Stored data
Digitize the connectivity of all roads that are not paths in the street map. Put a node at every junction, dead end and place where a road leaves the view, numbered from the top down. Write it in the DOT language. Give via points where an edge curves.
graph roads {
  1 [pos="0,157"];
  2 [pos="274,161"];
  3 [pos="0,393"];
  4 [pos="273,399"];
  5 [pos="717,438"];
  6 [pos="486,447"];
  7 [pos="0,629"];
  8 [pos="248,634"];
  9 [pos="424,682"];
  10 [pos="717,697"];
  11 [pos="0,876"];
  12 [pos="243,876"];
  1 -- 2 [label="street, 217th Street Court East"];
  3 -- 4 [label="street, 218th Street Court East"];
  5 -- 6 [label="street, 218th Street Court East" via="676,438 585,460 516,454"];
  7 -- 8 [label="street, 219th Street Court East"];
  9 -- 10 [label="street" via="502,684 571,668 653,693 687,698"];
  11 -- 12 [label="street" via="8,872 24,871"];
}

PROBLEM = This calls for all of the entries above, repeated exactly.

WRITTEN RESPONSE =
Digitize the connectivity of all roads that are not paths in the street map. Put a node at every junction, dead end and place where a road leaves the view, numbered from the top down. Write it in the DOT language. Give via points where an edge curves.
graph roads {
  1 [pos="0,157"];
  2 [pos="274,161"];
  3 [pos="0,393"];
  4 [pos="273,399"];
  5 [pos="717,438"];
  6 [pos="486,447"];
  7 [pos="0,629"];
  8 [pos="248,634"];
  9 [pos="424,682"];
  10 [pos="717,697"];
  11 [pos="0,876"];
  12 [pos="243,876"];
  1 -- 2 [label="street, 217th Street Court East"];
  3 -- 4 [label="street, 218th Street Court East"];
  5 -- 6 [label="street, 218th Street Court East" via="676,438 585,460 516,454"];
  7 -- 8 [label="street, 219th Street Court East"];
  9 -- 10 [label="street" via="502,684 571,668 653,693 687,698"];
  11 -- 12 [label="street" via="8,872 24,871"];
}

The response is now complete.